Конфликт вокруг Бабьего Яра и погребенной в нем истории продолжился, наглядно доказывая, что споры вокруг памяти, войны и смерти все еще способны вызывать тревогу, ярость и ощущение незащищенности, уязвимости. В том же 1961 году Евгений Евтушенко опубликовал свою небольшую, не больше ста строк, поэму-размышление о Бабьем Яре:
Поэма привела нового брежневского секретаря ЦК по идеологии Леонида Ильичева в ярость, и он обрушился на Евтушенко: “Время ли поднимать эту тему? Что случилось? И на музыку кладут! Бабий Яр – не только евреи, но и славяне. Зачем выделять эту тему?”[877]
Евтушенко был не единственным, кому пришлось испытать на себе холод хрущевского неудовольствия. Композитор Дмитрий Шостакович, чья Тринадцатая симфония отчасти была вдохновлена мрачной поэмой Евтушенко, с большим трудом смог добиться ее публичного исполнения. Хотя зрители встретили премьеру симфонии восторженно, критики предпочли ее проигнорировать. “Дмитрий Дмитриевич! – выпалил коллега Шостаковича. – Почему же вы выбрали эту поэму, когда в Советском Союзе нет никакого антисемитизма?”[878]
Аплодисменты, которые срывала спорная первая часть симфонии во время редких ее концертных исполнений, стали свидетельством мощной поддержки – по крайней мере, среди ценителей музыки – протеста Евтушенко и сочувственного отклика на него композитора. Сила инакомыслия, как подводное течение, билась под косной, застойной поверхностью коммунистического режима. Это были годы поэтических чтений, проходивших с аншлагами при переполненных залах, авторской песни на сцене под гитару, сложноустроенных вкрадчивых, иносказательных текстов, которые все знали наизусть[879]
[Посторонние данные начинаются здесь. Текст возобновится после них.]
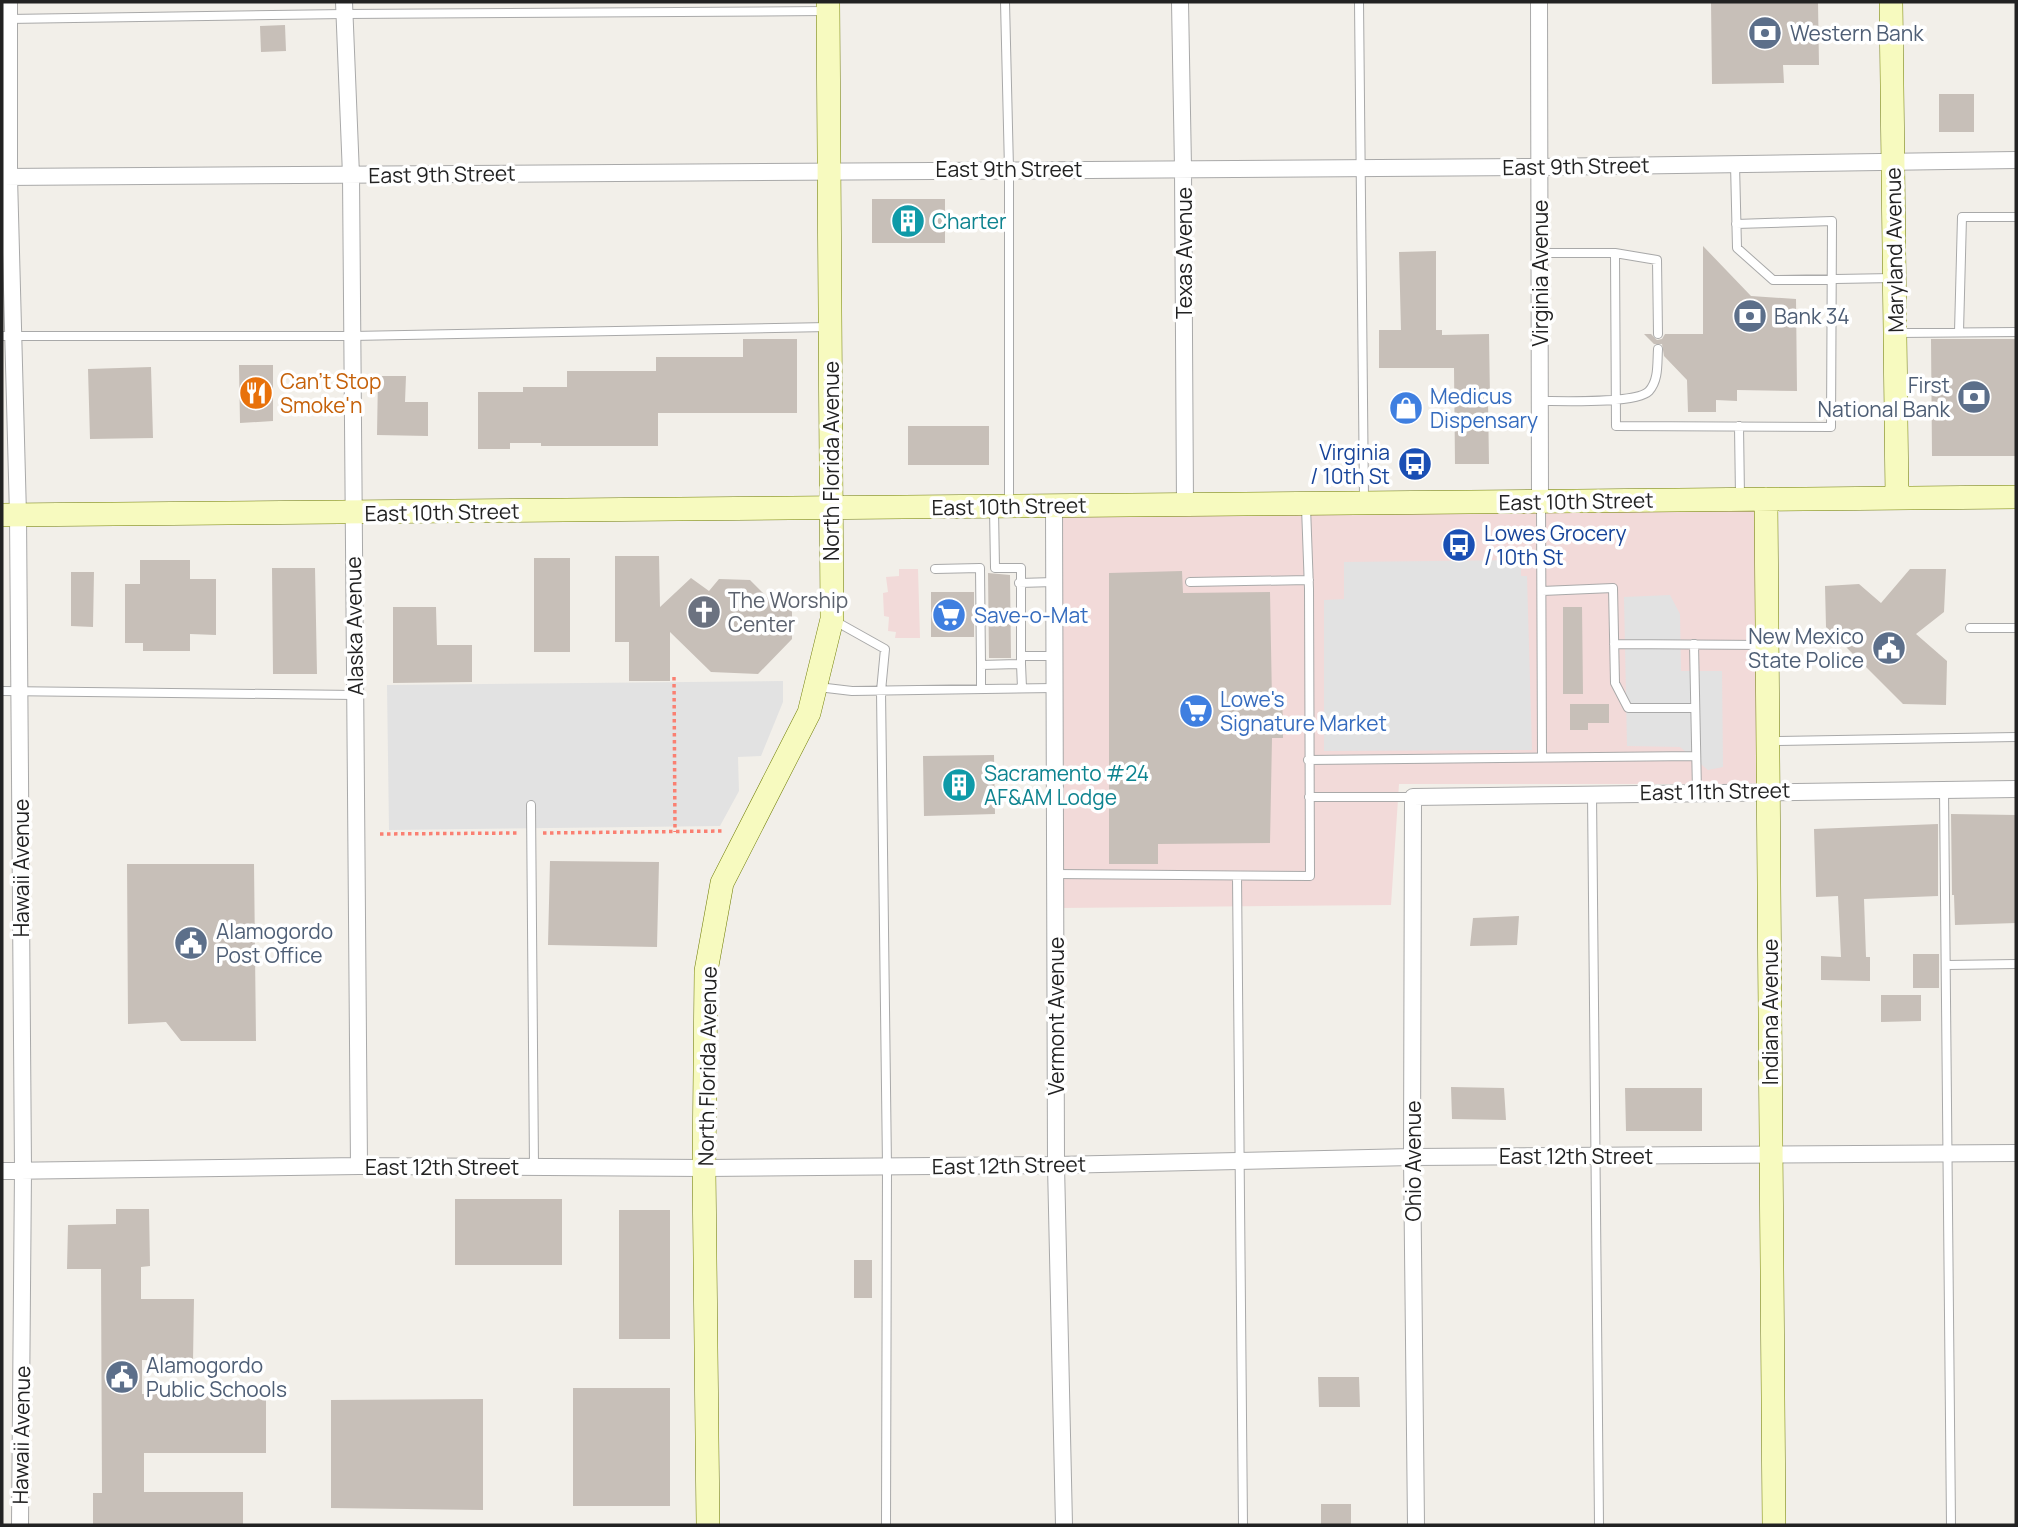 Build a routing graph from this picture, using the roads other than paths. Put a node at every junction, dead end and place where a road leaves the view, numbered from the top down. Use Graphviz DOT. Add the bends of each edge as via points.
graph roads {
  1 [pos="9,2"];
  2 [pos="1005,2"];
  3 [pos="1180,2"];
  4 [pos="1359,2"];
  5 [pos="1539,2"];
  6 [pos="1891,2"];
  7 [pos="828,7"];
  8 [pos="344,8"];
  9 [pos="5,19"];
  10 [pos="2016,160"];
  11 [pos="1893,161"];
  12 [pos="1735,164"];
  13 [pos="1360,167"];
  14 [pos="1539,167"];
  15 [pos="1183,168"];
  16 [pos="1009,169"];
  17 [pos="829,171"];
  18 [pos="351,175"];
  19 [pos="5,177"];
  20 [pos="2016,217"];
  21 [pos="1736,223"];
  22 [pos="1539,253"];
  23 [pos="1615,253"];
  24 [pos="1894,278"];
  25 [pos="1832,279"];
  26 [pos="831,327"];
  27 [pos="1959,332"];
  28 [pos="2016,332"];
  29 [pos="1895,333"];
  30 [pos="1658,334"];
  31 [pos="8,336"];
  32 [pos="352,336"];
  33 [pos="1658,349"];
  34 [pos="1616,399"];
  35 [pos="1540,401"];
  36 [pos="1739,426"];
  37 [pos="2016,497"];
  38 [pos="1897,498"];
  39 [pos="1766,499"];
  40 [pos="1740,500"];
  41 [pos="1541,502"];
  42 [pos="1306,503"];
  43 [pos="1364,503"];
  44 [pos="1185,505"];
  45 [pos="1002,506"];
  46 [pos="1054,506"];
  47 [pos="832,508"];
  48 [pos="353,512"];
  49 [pos="10,515"];
  50 [pos="980,568"];
  51 [pos="995,568"];
  52 [pos="935,569"];
  53 [pos="1309,580"];
  54 [pos="1054,582"];
  55 [pos="1190,582"];
  56 [pos="1019,583"];
  57 [pos="1542,591"];
  58 [pos="832,619"];
  59 [pos="1970,628"];
  60 [pos="2016,628"];
  61 [pos="1615,644"];
  62 [pos="1694,644"];
  63 [pos="1767,645"];
  64 [pos="1054,656"];
  65 [pos="1021,660"];
  66 [pos="981,665"];
  67 [pos="815,687"];
  68 [pos="1022,688"];
  69 [pos="1055,688"];
  70 [pos="981,689"];
  71 [pos="2,691"];
  72 [pos="19,691"];
  73 [pos="881,691"];
  74 [pos="355,695"];
  75 [pos="1695,708"];
  76 [pos="2016,737"];
  77 [pos="1768,741"];
  78 [pos="1696,755"];
  79 [pos="1542,757"];
  80 [pos="1308,760"];
  81 [pos="1944,789"];
  82 [pos="2016,789"];
  83 [pos="1768,790"];
  84 [pos="1697,792"];
  85 [pos="1592,793"];
  86 [pos="1309,797"];
  87 [pos="1413,797"];
  88 [pos="531,805"];
  89 [pos="1055,874"];
  90 [pos="1237,876"];
  91 [pos="2016,964"];
  92 [pos="1947,965"];
  93 [pos="2016,1153"];
  94 [pos="1950,1154"];
  95 [pos="1771,1155"];
  96 [pos="1595,1156"];
  97 [pos="1412,1157"];
  98 [pos="1241,1161"];
  99 [pos="1056,1165"];
  100 [pos="359,1166"];
  101 [pos="534,1167"];
  102 [pos="887,1167"];
  103 [pos="704,1168"];
  104 [pos="23,1170"];
  105 [pos="2,1171"];
  106 [pos="20,1525"];
  107 [pos="708,1525"];
  108 [pos="886,1525"];
  109 [pos="1064,1525"];
  110 [pos="1244,1525"];
  111 [pos="1416,1525"];
  112 [pos="1599,1525"];
  113 [pos="1774,1525"];
  114 [pos="1951,1525"];
  1 -- 9 [label="street, Hawaii Avenue"];
  2 -- 16 [label="lane"];
  3 -- 15 [label="street, Texas Avenue"];
  4 -- 13 [label="lane"];
  5 -- 14 [label="street, Virginia Avenue"];
  6 -- 11 [label="main road, Maryland Avenue"];
  7 -- 8 [label="lane"];
  7 -- 17 [label="main road, North Florida Avenue"];
  8 -- 9 [label="lane"];
  8 -- 18 [label="street, Alaska Avenue"];
  9 -- 19 [label="street, Hawaii Avenue"];
  10 -- 11 [label="street, East 9th Street"];
  11 -- 12 [label="street, East 9th Street"];
  11 -- 24 [label="main road, Maryland Avenue"];
  12 -- 14 [label="street, East 9th Street"];
  12 -- 21 [label="lane"];
  13 -- 14 [label="street, East 9th Street"];
  13 -- 15 [label="street, East 9th Street"];
  13 -- 43 [label="lane"];
  14 -- 22 [label="street, Virginia Avenue"];
  15 -- 16 [label="street, East 9th Street"];
  15 -- 44 [label="street, Texas Avenue"];
  16 -- 17 [label="street, East 9th Street"];
  16 -- 45 [label="lane"];
  17 -- 18 [label="street, East 9th Street"];
  17 -- 26 [label="main road, North Florida Avenue"];
  18 -- 19 [label="street, East 9th Street"];
  18 -- 32 [label="street, Alaska Avenue"];
  19 -- 31 [label="street, Hawaii Avenue"];
  20 -- 27 [label="lane" via="1962,217"];
  21 -- 25 [label="lane" via="1737,248 1773,280"];
  21 -- 25 [label="lane" via="1832,221"];
  22 -- 23 [label="lane"];
  22 -- 35 [label="street, Virginia Avenue"];
  23 -- 30 [label="lane" via="1657,260"];
  23 -- 34 [label="lane"];
  24 -- 25 [label="lane"];
  24 -- 29 [label="main road, Maryland Avenue"];
  25 -- 36 [label="lane" via="1831,427"];
  26 -- 32 [label="lane"];
  26 -- 47 [label="main road, North Florida Avenue"];
  27 -- 28 [label="lane"];
  27 -- 29 [label="lane"];
  29 -- 38 [label="main road, Maryland Avenue"];
  31 -- 32 [label="lane"];
  31 -- 49 [label="street, Hawaii Avenue"];
  32 -- 48 [label="street, Alaska Avenue"];
  33 -- 34 [label="lane" via="1656,380 1647,393"];
  34 -- 35 [label="lane"];
  34 -- 36 [label="lane" via="1616,426"];
  35 -- 41 [label="street, Virginia Avenue"];
  36 -- 40 [label="lane"];
  37 -- 38 [label="main road, East 10th Street"];
  38 -- 39 [label="main road, East 10th Street"];
  39 -- 40 [label="main road, East 10th Street"];
  39 -- 63 [label="main road, Indiana Avenue"];
  40 -- 41 [label="main road, East 10th Street"];
  41 -- 43 [label="main road, East 10th Street"];
  41 -- 57 [label="lane"];
  42 -- 43 [label="main road, East 10th Street"];
  42 -- 44 [label="main road, East 10th Street"];
  42 -- 53 [label="lane"];
  44 -- 46 [label="main road, East 10th Street"];
  45 -- 46 [label="main road, East 10th Street"];
  45 -- 47 [label="main road, East 10th Street"];
  45 -- 51 [label="lane"];
  46 -- 54 [label="street, Vermont Avenue"];
  47 -- 48 [label="main road, East 10th Street"];
  47 -- 58 [label="main road, North Florida Avenue"];
  48 -- 49 [label="main road, East 10th Street"];
  48 -- 74 [label="street, Alaska Avenue"];
  49 -- 72 [label="street, Hawaii Avenue"];
  50 -- 51 [label="lane"];
  50 -- 52 [label="lane"];
  50 -- 66 [label="lane" via="984,596"];
  51 -- 56 [label="lane" via="1020,568"];
  53 -- 55 [label="lane"];
  53 -- 80 [label="lane"];
  54 -- 56 [label="lane"];
  54 -- 64 [label="street, Vermont Avenue"];
  56 -- 65 [label="lane" via="1015,618"];
  57 -- 61 [label="lane" via="1613,588"];
  57 -- 79 [label="lane"];
  58 -- 67 [label="main road, North Florida Avenue"];
  58 -- 73 [label="lane" via="886,649"];
  59 -- 60 [label="lane"];
  61 -- 62 [label="lane"];
  61 -- 75 [label="lane" via="1615,684 1628,708"];
  62 -- 63 [label="lane"];
  62 -- 75 [label="lane"];
  63 -- 77 [label="main road, Indiana Avenue"];
  64 -- 65 [label="lane"];
  64 -- 69 [label="street, Vermont Avenue"];
  65 -- 66 [label="lane"];
  65 -- 68 [label="lane"];
  66 -- 70 [label="lane"];
  67 -- 73 [label="lane"];
  67 -- 103 [label="main road, North Florida Avenue" via="809,713 722,883 706,971"];
  68 -- 69 [label="lane"];
  68 -- 70 [label="lane"];
  69 -- 89 [label="street, Vermont Avenue"];
  70 -- 73 [label="lane"];
  71 -- 72 [label="lane"];
  72 -- 74 [label="lane"];
  72 -- 104 [label="street, Hawaii Avenue"];
  73 -- 102 [label="lane"];
  74 -- 100 [label="street, Alaska Avenue"];
  75 -- 78 [label="lane"];
  76 -- 77 [label="lane"];
  77 -- 83 [label="main road, Indiana Avenue"];
  78 -- 79 [label="lane"];
  78 -- 84 [label="lane"];
  79 -- 80 [label="lane"];
  80 -- 86 [label="lane"];
  81 -- 82 [label="street, East 11th Street"];
  81 -- 83 [label="street, East 11th Street"];
  81 -- 92 [label="lane"];
  83 -- 84 [label="street, East 11th Street"];
  83 -- 95 [label="main road, Indiana Avenue"];
  84 -- 85 [label="street, East 11th Street"];
  85 -- 87 [label="street, East 11th Street"];
  85 -- 96 [label="lane"];
  86 -- 87 [label="lane"];
  86 -- 90 [label="lane" via="1310,876"];
  87 -- 97 [label="street, Ohio Avenue"];
  88 -- 101 [label="lane"];
  89 -- 90 [label="lane"];
  89 -- 99 [label="street, Vermont Avenue"];
  90 -- 98 [label="lane"];
  91 -- 92 [label="lane"];
  92 -- 94 [label="lane"];
  93 -- 94 [label="street, East 12th Street"];
  94 -- 95 [label="street, East 12th Street"];
  94 -- 114 [label="lane"];
  95 -- 96 [label="street, East 12th Street"];
  95 -- 113 [label="main road, Indiana Avenue"];
  96 -- 97 [label="street, East 12th Street"];
  96 -- 112 [label="lane"];
  97 -- 98 [label="street, East 12th Street"];
  97 -- 111 [label="street, Ohio Avenue"];
  98 -- 99 [label="street, East 12th Street"];
  98 -- 110 [label="lane"];
  99 -- 102 [label="street, East 12th Street"];
  99 -- 109 [label="street, Vermont Avenue"];
  100 -- 101 [label="street, East 12th Street"];
  100 -- 104 [label="street, East 12th Street"];
  101 -- 103 [label="street, East 12th Street"];
  102 -- 103 [label="street, East 12th Street"];
  102 -- 108 [label="lane"];
  103 -- 107 [label="main road, North Florida Avenue"];
  104 -- 105 [label="street, East 12th Street"];
  104 -- 106 [label="street, Hawaii Avenue"];
}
. Но у диссидентства, как и у религии, есть как свои последовательные приверженцы, так и колеблющиеся “попутчики”. Первые посвящали диссидентской деятельности все свое свободное время, устраивали акции протеста, писали стихи и часто терпели лишения за свои убеждения и принципы. Достучаться до так называемых широких народных масс, которые могли с одинаковой вероятностью сочувствовать инакомыслящим, относиться к ним враждебно, испытывать страх, исповедовать вполне шовинистические взгляды, а скорее всего, просто заниматься собственными делами, было не в пример сложнее. Ни партия, ни ее критики не могли быть уверены, что пользуются долговременной и прочной народной поддержкой. Смерть играла на руку обеим сторонам. Дни памяти о войне превращались в патриотические демонстрации. Но, с другой стороны, как бы странно и парадоксально это ни звучало, смерти тех, кто выступал против режима, тоже вызывали подъем очень сильных чувств и выводили на улицу толпы народа.Люди, чей язык был изнасилован и искалечен, глубоко скорбели по своим поэтам. Целое поколение до сих пор вспоминает похороны Бориса Пастернака, чьи последние месяцы жизни были особенно тяжелыми. Хотя его роман “Доктор Живаго”, опубликованный за рубежом в 1957 году, удостоился Нобелевской премии по литературе, власти вынудили писателя отказаться от этой высокой чести, а на саму книгу обрушился Союз писателей СССР, обвинив Пастернака в том, что тот изобразил Гражданскую войну с антисоветских позиций. При жизни автора роман так и не был опубликован в России. Пастернак умер 30 мая 1960 года и был похоронен на кладбище в подмосковном Переделкине, дачном поселке, где обитали советские литераторы и художники. Никто и представить не мог, что столько людей захочет проститься с писателем и поэтом. Паломники вытоптали весенние леса, наводнили дачные тропинки и станции электричек. На самом кладбище яблоку негде было упасть. В воздухе ощущались отголоски старых “красных похорон”, праведного протеста против официальной травли писателя, что смогли ощутить иностранные журналисты, присутствовавшие на церемонии. Сотрудники органов “в штатском” позднее опишут эти общественные настроения в своих донесениях. Люди открыто говорили не просто о таланте умершего, а об общечеловеческих ценностях, о свободе слова, честности, достоинстве.